Dataset records START
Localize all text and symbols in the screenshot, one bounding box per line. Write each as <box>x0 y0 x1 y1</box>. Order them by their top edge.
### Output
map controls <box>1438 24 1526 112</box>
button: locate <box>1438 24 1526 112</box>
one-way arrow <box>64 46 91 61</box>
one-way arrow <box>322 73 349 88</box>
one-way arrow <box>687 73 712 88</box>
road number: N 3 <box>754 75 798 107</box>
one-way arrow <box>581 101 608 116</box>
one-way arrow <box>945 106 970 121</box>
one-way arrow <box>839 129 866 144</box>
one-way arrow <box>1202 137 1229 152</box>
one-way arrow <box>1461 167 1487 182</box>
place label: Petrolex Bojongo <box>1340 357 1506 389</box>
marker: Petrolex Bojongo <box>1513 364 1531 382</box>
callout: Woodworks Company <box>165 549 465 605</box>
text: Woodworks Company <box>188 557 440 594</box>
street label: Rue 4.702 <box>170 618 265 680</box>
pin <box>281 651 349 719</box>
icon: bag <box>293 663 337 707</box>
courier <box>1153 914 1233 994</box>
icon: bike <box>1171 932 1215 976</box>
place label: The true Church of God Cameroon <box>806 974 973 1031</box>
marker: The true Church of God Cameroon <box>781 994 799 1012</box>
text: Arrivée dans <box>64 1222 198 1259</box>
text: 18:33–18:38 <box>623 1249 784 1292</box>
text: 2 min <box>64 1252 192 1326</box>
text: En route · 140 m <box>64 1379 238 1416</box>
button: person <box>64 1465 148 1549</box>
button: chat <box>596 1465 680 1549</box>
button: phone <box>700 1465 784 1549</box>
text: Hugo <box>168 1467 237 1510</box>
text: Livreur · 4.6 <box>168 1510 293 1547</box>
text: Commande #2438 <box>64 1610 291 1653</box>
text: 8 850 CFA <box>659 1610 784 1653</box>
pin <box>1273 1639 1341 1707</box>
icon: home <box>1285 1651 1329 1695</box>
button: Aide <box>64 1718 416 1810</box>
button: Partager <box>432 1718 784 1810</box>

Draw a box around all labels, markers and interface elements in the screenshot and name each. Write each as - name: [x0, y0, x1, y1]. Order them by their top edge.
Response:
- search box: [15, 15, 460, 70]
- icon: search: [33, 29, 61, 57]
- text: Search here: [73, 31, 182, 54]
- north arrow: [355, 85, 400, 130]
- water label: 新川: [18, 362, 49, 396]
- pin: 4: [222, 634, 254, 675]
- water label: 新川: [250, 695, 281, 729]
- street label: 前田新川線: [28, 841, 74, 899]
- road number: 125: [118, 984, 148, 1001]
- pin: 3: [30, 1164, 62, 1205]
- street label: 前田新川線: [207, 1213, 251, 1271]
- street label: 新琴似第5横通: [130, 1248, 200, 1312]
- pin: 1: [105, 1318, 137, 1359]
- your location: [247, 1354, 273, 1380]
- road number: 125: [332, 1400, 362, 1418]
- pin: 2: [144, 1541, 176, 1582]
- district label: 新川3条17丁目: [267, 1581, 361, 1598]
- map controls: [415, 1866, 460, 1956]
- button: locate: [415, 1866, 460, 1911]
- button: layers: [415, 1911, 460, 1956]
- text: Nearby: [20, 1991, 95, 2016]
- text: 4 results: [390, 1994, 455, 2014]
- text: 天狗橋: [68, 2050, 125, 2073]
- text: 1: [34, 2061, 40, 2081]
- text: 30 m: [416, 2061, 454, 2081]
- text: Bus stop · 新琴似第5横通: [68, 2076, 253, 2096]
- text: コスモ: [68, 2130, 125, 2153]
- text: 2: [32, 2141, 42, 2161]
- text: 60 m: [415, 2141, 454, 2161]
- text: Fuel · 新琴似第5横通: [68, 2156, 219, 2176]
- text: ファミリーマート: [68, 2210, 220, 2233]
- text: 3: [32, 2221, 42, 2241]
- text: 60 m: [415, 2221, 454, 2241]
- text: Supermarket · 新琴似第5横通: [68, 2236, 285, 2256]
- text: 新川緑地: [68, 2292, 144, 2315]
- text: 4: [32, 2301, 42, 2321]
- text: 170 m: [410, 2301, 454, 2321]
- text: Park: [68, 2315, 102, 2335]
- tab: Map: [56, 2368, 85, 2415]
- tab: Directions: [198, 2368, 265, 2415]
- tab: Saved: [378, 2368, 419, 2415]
Dataset records END
_What is expected_: Everything in the data should be copied exactly. Leave nothing out.

_Problem solution_:
Localize all text and symbols in the screenshot, one bounding box per line. Write each as <box>x0 y0 x1 y1</box>. Order them by their top edge.
### Output
map controls <box>1438 24 1526 112</box>
button: locate <box>1438 24 1526 112</box>
one-way arrow <box>64 46 91 61</box>
one-way arrow <box>322 73 349 88</box>
one-way arrow <box>687 73 712 88</box>
road number: N 3 <box>754 75 798 107</box>
one-way arrow <box>581 101 608 116</box>
one-way arrow <box>945 106 970 121</box>
one-way arrow <box>839 129 866 144</box>
one-way arrow <box>1202 137 1229 152</box>
one-way arrow <box>1461 167 1487 182</box>
place label: Petrolex Bojongo <box>1340 357 1506 389</box>
marker: Petrolex Bojongo <box>1513 364 1531 382</box>
callout: Woodworks Company <box>165 549 465 605</box>
text: Woodworks Company <box>188 557 440 594</box>
street label: Rue 4.702 <box>170 618 265 680</box>
pin <box>281 651 349 719</box>
icon: bag <box>293 663 337 707</box>
courier <box>1153 914 1233 994</box>
icon: bike <box>1171 932 1215 976</box>
place label: The true Church of God Cameroon <box>806 974 973 1031</box>
marker: The true Church of God Cameroon <box>781 994 799 1012</box>
text: Arrivée dans <box>64 1222 198 1259</box>
text: 18:33–18:38 <box>623 1249 784 1292</box>
text: 2 min <box>64 1252 192 1326</box>
text: En route · 140 m <box>64 1379 238 1416</box>
button: person <box>64 1465 148 1549</box>
button: chat <box>596 1465 680 1549</box>
button: phone <box>700 1465 784 1549</box>
text: Hugo <box>168 1467 237 1510</box>
text: Livreur · 4.6 <box>168 1510 293 1547</box>
text: Commande #2438 <box>64 1610 291 1653</box>
text: 8 850 CFA <box>659 1610 784 1653</box>
pin <box>1273 1639 1341 1707</box>
icon: home <box>1285 1651 1329 1695</box>
button: Aide <box>64 1718 416 1810</box>
button: Partager <box>432 1718 784 1810</box>

Draw a box around all labels, markers and interface elements in the screenshot and name each. Write each as - name: [x0, y0, x1, y1]. Order them by their top edge.
Response:
- search box: [15, 15, 460, 70]
- icon: search: [33, 29, 61, 57]
- text: Search here: [73, 31, 182, 54]
- north arrow: [355, 85, 400, 130]
- water label: 新川: [18, 362, 49, 396]
- pin: 4: [222, 634, 254, 675]
- water label: 新川: [250, 695, 281, 729]
- street label: 前田新川線: [28, 841, 74, 899]
- road number: 125: [118, 984, 148, 1001]
- pin: 3: [30, 1164, 62, 1205]
- street label: 前田新川線: [207, 1213, 251, 1271]
- street label: 新琴似第5横通: [130, 1248, 200, 1312]
- pin: 1: [105, 1318, 137, 1359]
- your location: [247, 1354, 273, 1380]
- road number: 125: [332, 1400, 362, 1418]
- pin: 2: [144, 1541, 176, 1582]
- district label: 新川3条17丁目: [267, 1581, 361, 1598]
- map controls: [415, 1866, 460, 1956]
- button: locate: [415, 1866, 460, 1911]
- button: layers: [415, 1911, 460, 1956]
- text: Nearby: [20, 1991, 95, 2016]
- text: 4 results: [390, 1994, 455, 2014]
- text: 天狗橋: [68, 2050, 125, 2073]
- text: 1: [34, 2061, 40, 2081]
- text: 30 m: [416, 2061, 454, 2081]
- text: Bus stop · 新琴似第5横通: [68, 2076, 253, 2096]
- text: コスモ: [68, 2130, 125, 2153]
- text: 2: [32, 2141, 42, 2161]
- text: 60 m: [415, 2141, 454, 2161]
- text: Fuel · 新琴似第5横通: [68, 2156, 219, 2176]
- text: ファミリーマート: [68, 2210, 220, 2233]
- text: 3: [32, 2221, 42, 2241]
- text: 60 m: [415, 2221, 454, 2241]
- text: Supermarket · 新琴似第5横通: [68, 2236, 285, 2256]
- text: 新川緑地: [68, 2292, 144, 2315]
- text: 4: [32, 2301, 42, 2321]
- text: 170 m: [410, 2301, 454, 2321]
- text: Park: [68, 2315, 102, 2335]
- tab: Map: [56, 2368, 85, 2415]
- tab: Directions: [198, 2368, 265, 2415]
- tab: Saved: [378, 2368, 419, 2415]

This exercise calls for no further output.